From eb4e7154dbcb63863ee70bb8dcc14c508631272f Mon Sep 17 00:00:00 2001
From: Sengian <sengian1@gmail.com>
Date: Sun, 21 Nov 2010 00:16:24 +0100
Subject: [PATCH] Plugin nicebooks for metadatas and cover. Should be disable
 by default.

---
 src/calibre/customize/builtins.py        |   6 +-
 src/calibre/ebooks/metadata/nicebooks.py | 458 +++++++++++++++++++++++
 2 files changed, 462 insertions(+), 2 deletions(-)

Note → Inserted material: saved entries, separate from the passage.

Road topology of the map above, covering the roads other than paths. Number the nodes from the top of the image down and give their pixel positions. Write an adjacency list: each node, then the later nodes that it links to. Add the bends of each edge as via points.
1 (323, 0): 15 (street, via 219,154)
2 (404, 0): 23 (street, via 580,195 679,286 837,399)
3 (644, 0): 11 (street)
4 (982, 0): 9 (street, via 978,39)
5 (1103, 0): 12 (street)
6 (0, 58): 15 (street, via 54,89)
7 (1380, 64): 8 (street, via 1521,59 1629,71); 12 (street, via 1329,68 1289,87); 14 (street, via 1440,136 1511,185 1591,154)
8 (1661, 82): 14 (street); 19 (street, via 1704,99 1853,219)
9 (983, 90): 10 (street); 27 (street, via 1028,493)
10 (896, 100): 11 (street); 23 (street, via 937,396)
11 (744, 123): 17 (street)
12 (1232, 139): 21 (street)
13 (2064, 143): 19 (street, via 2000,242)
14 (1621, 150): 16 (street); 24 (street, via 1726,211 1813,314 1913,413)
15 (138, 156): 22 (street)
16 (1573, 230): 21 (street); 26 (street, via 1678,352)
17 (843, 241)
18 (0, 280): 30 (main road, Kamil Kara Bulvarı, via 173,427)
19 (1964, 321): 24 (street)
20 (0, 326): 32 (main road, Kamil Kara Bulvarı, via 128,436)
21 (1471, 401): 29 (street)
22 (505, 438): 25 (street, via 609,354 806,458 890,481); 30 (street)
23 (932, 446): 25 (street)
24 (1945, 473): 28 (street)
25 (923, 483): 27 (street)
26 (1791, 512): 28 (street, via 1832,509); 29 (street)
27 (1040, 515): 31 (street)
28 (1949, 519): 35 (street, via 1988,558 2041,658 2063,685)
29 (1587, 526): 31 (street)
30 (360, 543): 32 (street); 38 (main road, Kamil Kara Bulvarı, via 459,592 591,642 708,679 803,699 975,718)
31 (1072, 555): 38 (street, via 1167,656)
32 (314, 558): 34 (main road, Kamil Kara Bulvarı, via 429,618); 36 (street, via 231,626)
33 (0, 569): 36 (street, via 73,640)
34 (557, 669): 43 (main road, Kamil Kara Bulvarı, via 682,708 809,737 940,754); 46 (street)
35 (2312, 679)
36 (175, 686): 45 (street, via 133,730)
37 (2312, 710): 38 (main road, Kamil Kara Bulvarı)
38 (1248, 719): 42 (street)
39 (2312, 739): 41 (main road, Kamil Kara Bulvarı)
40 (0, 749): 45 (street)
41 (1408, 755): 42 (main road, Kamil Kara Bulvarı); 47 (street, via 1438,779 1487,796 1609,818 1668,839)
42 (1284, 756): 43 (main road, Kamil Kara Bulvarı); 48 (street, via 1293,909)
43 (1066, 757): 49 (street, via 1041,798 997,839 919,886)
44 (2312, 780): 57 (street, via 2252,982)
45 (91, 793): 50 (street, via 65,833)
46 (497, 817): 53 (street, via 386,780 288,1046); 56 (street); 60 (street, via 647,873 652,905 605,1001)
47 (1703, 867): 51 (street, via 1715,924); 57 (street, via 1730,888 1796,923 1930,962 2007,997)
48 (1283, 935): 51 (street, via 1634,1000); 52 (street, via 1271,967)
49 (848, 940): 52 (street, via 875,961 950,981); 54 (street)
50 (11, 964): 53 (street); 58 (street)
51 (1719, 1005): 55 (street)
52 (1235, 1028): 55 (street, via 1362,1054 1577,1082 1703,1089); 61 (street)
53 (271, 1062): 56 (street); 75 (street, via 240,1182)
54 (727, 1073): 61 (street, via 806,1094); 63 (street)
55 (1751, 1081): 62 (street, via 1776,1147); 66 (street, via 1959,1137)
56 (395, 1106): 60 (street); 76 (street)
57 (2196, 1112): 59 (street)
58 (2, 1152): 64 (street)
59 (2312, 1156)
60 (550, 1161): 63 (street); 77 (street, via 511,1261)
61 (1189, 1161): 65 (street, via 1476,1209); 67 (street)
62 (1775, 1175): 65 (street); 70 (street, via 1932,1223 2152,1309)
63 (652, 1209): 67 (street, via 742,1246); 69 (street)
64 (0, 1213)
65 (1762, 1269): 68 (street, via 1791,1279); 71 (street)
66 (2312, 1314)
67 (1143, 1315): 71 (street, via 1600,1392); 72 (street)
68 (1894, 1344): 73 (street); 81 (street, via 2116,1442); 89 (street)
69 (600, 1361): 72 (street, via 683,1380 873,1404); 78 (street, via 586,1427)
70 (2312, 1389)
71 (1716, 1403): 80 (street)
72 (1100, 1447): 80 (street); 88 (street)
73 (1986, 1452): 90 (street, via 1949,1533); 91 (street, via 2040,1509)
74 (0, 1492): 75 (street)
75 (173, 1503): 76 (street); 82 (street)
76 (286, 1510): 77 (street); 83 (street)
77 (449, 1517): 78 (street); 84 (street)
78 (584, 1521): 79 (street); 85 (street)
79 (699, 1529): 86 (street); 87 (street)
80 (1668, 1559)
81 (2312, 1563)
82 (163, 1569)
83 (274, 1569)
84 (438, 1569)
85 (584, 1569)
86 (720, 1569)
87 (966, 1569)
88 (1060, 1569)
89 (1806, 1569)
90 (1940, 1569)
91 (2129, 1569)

 create mode 100644 src/calibre/ebooks/metadata/nicebooks.py

diff --git a/src/calibre/customize/builtins.py b/src/calibre/customize/builtins.py
index 5723da34a8..ce5275d35e 100644
--- a/src/calibre/customize/builtins.py
+++ b/src/calibre/customize/builtins.py
@@ -483,15 +483,17 @@ from calibre.devices.kobo.driver import KOBO
 from calibre.ebooks.metadata.fetch import GoogleBooks, ISBNDB, Amazon, \
     LibraryThing, Fictionwise
 from calibre.ebooks.metadata.douban import DoubanBooks
+from calibre.ebooks.metadata.nicebooks import NiceBooks
 from calibre.ebooks.metadata.covers import OpenLibraryCovers, \
         LibraryThingCovers, DoubanCovers
+from calibre.ebooks.metadata.nicebooks import NiceBooksCovers
 from calibre.library.catalog import CSV_XML, EPUB_MOBI, BIBTEX
 from calibre.ebooks.epub.fix.unmanifested import Unmanifested
 from calibre.ebooks.epub.fix.epubcheck import Epubcheck
 
 plugins = [HTML2ZIP, PML2PMLZ, ArchiveExtract, GoogleBooks, ISBNDB, Amazon,
-        LibraryThing, Fictionwise, DoubanBooks, CSV_XML, EPUB_MOBI, BIBTEX, Unmanifested,
-        Epubcheck, OpenLibraryCovers, LibraryThingCovers, DoubanCovers]
+        LibraryThing, Fictionwise, DoubanBooks, NiceBooks,CSV_XML, EPUB_MOBI, BIBTEX, Unmanifested,
+        Epubcheck, OpenLibraryCovers, LibraryThingCovers, DoubanCovers, NiceBooksCovers]
 plugins += [
     ComicInput,
     EPUBInput,
diff --git a/src/calibre/ebooks/metadata/nicebooks.py b/src/calibre/ebooks/metadata/nicebooks.py
new file mode 100644
index 0000000000..28fb2de562
--- /dev/null
+++ b/src/calibre/ebooks/metadata/nicebooks.py
@@ -0,0 +1,458 @@
+from __future__ import with_statement
+__license__ = 'GPL 3'
+__copyright__ = '2010, sengian <sengian1@gmail.com>'
+__docformat__ = 'restructuredtext en'
+
+import sys, textwrap, re, traceback, socket
+from urllib import urlencode
+from functools import partial
+from math import ceil
+from copy import deepcopy
+
+from lxml import html
+from lxml.html import soupparser
+
+from calibre.utils.date import parse_date, utcnow
+from calibre import browser, preferred_encoding
+from calibre.ebooks.chardet import xml_to_unicode
+from calibre.ebooks.metadata import MetaInformation, check_isbn, \
+    authors_to_sort_string
+from calibre.ebooks.metadata.fetch import MetadataSource
+from calibre.ebooks.metadata.covers import CoverDownload
+from calibre.utils.config import OptionParser
+
+class NiceBooks(MetadataSource):
+
+    name = 'Nicebooks'
+    description = _('Downloads metadata from french Nicebooks')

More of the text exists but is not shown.